Flash down the pan?
In among the details emerging about Windows 8 is the announcement that the IE10 browser in the new Metro UI won’t support plugins, which has huge significance for the long-term future of Rich Internet Applications (RIAs) for the web.
Commentators are calling it a mortal blow for plugins in general, and for Flash in particular, so is this the death of the RIA dream?
Future of Flash
Not quite. You’ll still be able to access Flash content on Intel-based Windows 8 PCs (ARM-based devices will be Metro-only); whenever you encounter a site with Flash content while in the Metro version of IE, right-click to switch over to the desktop version. It’s nowhere near as harsh as the total ban Steve Jobs imposed for the iPhone and iPad.
It’s nowhere near as harsh as the total ban Steve Jobs imposed for the iPhone and iPad
Windows users are overwhelmingly desktop-based, and that won’t change overnight (if ever). Danny Winokur of Adobe was surprisingly relaxed at the news: “We expect Windows desktop to be extremely popular for years to come (including Windows 8 desktop), and that it will support Flash just fine.”
While the Flash player remains ubiquitous on the desktop, rumours of its death are exaggerated.
It isn’t a mortal blow yet, but Adobe’s optimism is misplaced – or a gloss on bad news. While the desktop may remain safe for some time, the crucial battleground is for handheld devices and tablets.
If Microsoft chose to throw its weight behind Flash – alongside Google, RIM and other OSP (Open Screen Project) partners – a post-Jobs Apple would surely have had to cave in and assure Flash’s universality. Microsoft’s announcement reveals this scenario as a pipe dream.
Despite Adobe’s best efforts with its mobile-optimised Flash player, it will never become ubiquitous on the handheld as it is on the desktop, and Adobe has now halted development on mobile Flash. Losing Apple was bad, but the loss of Microsoft is far worse.
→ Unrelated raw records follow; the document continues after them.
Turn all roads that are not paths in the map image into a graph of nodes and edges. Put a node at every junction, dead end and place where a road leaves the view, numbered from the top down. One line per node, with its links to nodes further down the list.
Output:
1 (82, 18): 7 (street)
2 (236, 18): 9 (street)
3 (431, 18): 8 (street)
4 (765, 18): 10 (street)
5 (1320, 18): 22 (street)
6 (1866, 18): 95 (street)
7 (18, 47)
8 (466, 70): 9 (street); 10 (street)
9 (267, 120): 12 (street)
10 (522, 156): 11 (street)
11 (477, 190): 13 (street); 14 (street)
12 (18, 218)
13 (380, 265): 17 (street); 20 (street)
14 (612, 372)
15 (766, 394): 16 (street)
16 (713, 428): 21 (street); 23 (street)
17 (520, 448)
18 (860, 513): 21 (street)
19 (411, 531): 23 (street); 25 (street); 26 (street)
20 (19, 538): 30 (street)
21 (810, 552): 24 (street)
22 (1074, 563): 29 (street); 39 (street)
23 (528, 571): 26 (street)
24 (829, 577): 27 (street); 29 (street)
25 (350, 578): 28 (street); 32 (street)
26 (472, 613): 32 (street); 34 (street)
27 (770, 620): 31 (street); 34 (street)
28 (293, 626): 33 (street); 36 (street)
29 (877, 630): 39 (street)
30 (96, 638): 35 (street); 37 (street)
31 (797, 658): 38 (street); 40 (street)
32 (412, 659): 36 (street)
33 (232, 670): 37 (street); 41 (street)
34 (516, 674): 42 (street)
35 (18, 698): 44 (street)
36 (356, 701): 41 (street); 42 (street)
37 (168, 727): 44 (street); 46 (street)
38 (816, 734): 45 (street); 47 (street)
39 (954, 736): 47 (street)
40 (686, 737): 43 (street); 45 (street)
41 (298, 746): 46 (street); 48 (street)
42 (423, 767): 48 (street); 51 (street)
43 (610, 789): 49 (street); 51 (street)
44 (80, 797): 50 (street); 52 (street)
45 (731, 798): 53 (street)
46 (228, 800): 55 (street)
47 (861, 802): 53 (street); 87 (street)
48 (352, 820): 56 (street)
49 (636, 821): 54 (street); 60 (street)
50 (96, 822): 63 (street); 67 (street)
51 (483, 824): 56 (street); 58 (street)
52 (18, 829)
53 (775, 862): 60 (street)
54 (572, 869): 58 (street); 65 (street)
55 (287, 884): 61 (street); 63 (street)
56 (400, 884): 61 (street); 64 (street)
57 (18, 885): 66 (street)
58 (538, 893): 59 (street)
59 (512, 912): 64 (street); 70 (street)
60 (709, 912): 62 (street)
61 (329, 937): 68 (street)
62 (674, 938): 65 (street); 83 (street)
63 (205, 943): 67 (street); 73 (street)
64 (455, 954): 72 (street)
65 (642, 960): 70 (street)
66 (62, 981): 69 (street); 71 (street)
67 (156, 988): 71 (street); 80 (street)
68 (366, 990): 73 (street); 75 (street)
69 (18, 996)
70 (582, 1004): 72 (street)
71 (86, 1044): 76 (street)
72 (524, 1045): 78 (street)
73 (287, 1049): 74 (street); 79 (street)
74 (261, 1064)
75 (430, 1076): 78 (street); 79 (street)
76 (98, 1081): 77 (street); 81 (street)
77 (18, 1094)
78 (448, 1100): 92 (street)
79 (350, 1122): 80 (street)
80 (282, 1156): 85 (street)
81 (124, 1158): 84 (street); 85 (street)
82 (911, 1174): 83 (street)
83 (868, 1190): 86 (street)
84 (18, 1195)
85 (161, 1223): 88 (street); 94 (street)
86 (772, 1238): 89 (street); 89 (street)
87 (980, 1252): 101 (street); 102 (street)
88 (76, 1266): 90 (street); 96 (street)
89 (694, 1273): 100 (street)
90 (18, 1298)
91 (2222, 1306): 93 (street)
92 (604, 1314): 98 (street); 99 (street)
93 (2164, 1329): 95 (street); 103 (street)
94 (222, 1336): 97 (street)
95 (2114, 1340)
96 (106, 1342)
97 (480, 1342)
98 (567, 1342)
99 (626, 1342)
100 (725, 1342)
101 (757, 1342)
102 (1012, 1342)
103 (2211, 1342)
If you want to reach everybody with your content – which is what the web is all about – then Flash will no longer be able to deliver. Its greatest strength was its 99.8% browser coverage, but this has been ripped away, and will continue to fall as tablet usage rises: the only potentially universal web display technology for the future is now HTML5.
So why did Microsoft turn against Flash and the whole idea of browser plugins? The nearest to an official explanation came in an MSDN blog by Windows chief Steven Sinofsky: the justification it offers for the decision is that “the experience that plugins provide today is not a good match with Metro Style browsing and the modern HTML5 web”, which is both vague and unconvincing, but also familiar as it’s essentially the same argument Jobs used for banning Flash 18 months ago.
In short, it’s time to “leave the past behind” as the old-fashioned “legacy plugins” are no longer needed in this brave new world of HTML5.
Regular readers will know that I’ve never bought this argument, and what’s more I know that Microsoft hasn’t either, since it spent the past five years arguing the exact opposite – that there are certain things HTML doesn’t deliver well.
Little things, such as high-quality streaming media, digital rights management, vector animations, rich interactivity, hardware control of cameras, microphones and so on.
In short, a rich web experience. It’s precisely because Microsoft recognised the limitations of HTML – which remain in HTML5 – that it spent millions reworking all its development tools around XAML (eXtensible Application Markup Language), a presentational layer for building rich user interfaces for full-blown desktop applications, written in the .NET programming languages.
And a subset of these XAML/.NET capabilities can be used to deliver lightweight RIAs via a Flash-style, cross-platform browser plugin called Silverlight…
Yes, believe it or not, Microsoft’s “no plugin” policy for Metro doesn’t apply only to Flash, but also to Silverlight! Why on earth would Microsoft kill its own RIA technology?
It’s true that Silverlight has hardly lived up to the original slogan of “light up the web”. According to RIAstats.com, more than 75% of site visitors are now capable of viewing Silverlight content, but compared to Flash the amount of Silverlight content out there is tiny.